Is Kate Middleton Overshadowing The Queen During Her Jubilee?

    She wore a muted dress to the Jubilee festivities today, following criticism of the bright red dress she wore for the Jubilee boat appearance over the weekend. Is she trying to be more demure?

    Kate Middleton, the Duchess of Cambridge, arrived to today's Jubilee festivities wearing a simple off-white lace dress. Was this an exhibition of sartorial humility in the wake of what some argued was the Duchess of Cambridge's first dressgate? On Saturday she wore a bright red Alexander McQueen dress and festive matching fascinator (not the biggest she's worn, but lopsided and hat-y enough to give pause) to the Thames River Pageant, which the Daily Mail's Amanda Platell argued overshadowed Queen Elizabeth II:

    While the rest of the royal party sensibly opted for a muted palette, determined not to outshine the woman at the centre of it all, the Duchess of Cambridge opted for a scarlet dress so bold and bright it just screamed: ‘Look at me!’

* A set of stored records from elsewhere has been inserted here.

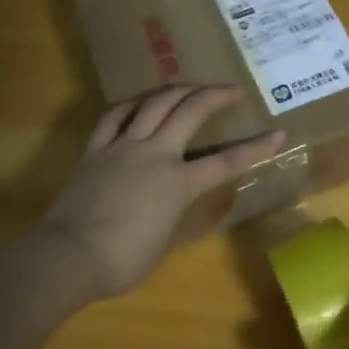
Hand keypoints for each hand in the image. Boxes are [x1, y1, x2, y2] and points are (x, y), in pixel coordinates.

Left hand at [41, 85, 284, 299]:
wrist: (69, 256)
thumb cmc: (122, 261)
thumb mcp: (163, 241)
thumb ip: (173, 213)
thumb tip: (170, 202)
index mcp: (177, 183)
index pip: (226, 162)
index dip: (256, 148)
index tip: (279, 134)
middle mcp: (154, 155)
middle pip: (190, 112)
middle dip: (216, 96)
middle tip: (233, 90)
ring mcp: (122, 147)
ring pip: (153, 104)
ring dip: (177, 90)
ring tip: (190, 87)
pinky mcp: (95, 150)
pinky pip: (112, 117)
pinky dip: (129, 105)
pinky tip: (138, 102)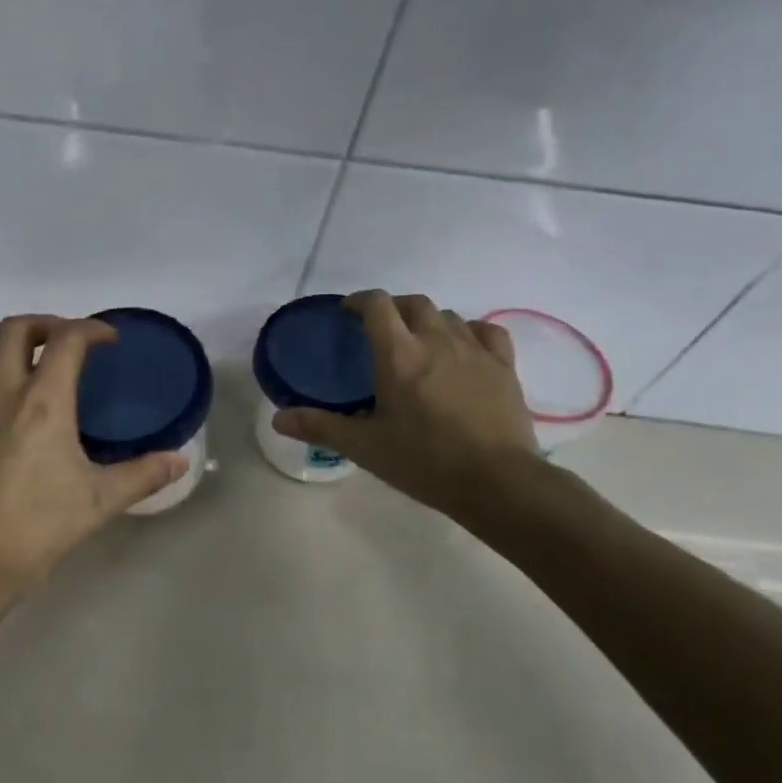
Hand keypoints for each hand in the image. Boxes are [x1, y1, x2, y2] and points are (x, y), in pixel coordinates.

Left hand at [0, 315, 186, 606]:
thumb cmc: (38, 527)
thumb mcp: (99, 501)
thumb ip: (143, 474)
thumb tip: (180, 460)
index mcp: (41, 403)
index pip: (64, 340)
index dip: (91, 328)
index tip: (111, 341)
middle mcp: (3, 396)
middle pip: (14, 329)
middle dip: (47, 323)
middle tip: (75, 345)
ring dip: (25, 353)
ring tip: (56, 378)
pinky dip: (10, 382)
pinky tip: (32, 421)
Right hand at [273, 290, 543, 521]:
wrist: (497, 482)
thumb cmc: (424, 461)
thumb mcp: (364, 446)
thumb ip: (320, 427)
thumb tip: (278, 419)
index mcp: (399, 355)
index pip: (377, 305)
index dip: (359, 300)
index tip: (347, 312)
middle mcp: (437, 341)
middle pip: (414, 303)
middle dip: (393, 308)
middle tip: (379, 330)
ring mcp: (475, 350)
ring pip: (447, 315)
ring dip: (427, 320)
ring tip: (417, 342)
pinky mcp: (504, 366)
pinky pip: (485, 331)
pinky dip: (467, 331)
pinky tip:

    Platell noted that the sleeveless version of that red dress by McQueen, the label that made her globally praised wedding dress, has been worn by especially attention-seeking celebrities including Kim Kardashian and X Factor judge Tulisa Contostavlos.

    Kate's in a difficult position because she's the most obsessed-over woman in the world so wherever she goes and whatever she does people are going to pay attention to her more than anyone else. So at an event like the Jubilee, which belongs to the Queen and should be about her above all else, she has to figure out how to disappear as much as possible without looking dowdy or bad — or too thin or too fat or any of those other "toos" the tabloids constantly accuse celebrity women of being. And she has to look festive and excited about everything going on — but not like she's thinking about herself. So really, when it's that easy, how dare she mess this up? Today, she blended in more:

    And at the Diamond Jubilee concert over the weekend, the flashiest thing Kate did was wave a little British flag.

    See? It's almost difficult, even, to spot Kate in this photo of the concert crowd, she looks so blasé and off-to-the-side.

    Yet Jubilee fans are surely just as excited about seeing Kate as the Queen. Her cardboard face cut-out has landed on potted plants with the same sense of importance, anyway:

    And I'm willing to bet even the Queen had a hard time stealing attention from all the enormous rainbow that graced her concert.

    Perhaps the real offender wasn't Kate, but Buckingham Palace, which was brazen enough to wear every neon shade from Rihanna's "S&M" video. If this isn't saucily inappropriate, I don't know what is.

    But today, watching the final and grandest of the jubilee festivities, truly belongs to the Queen. You go, Liz.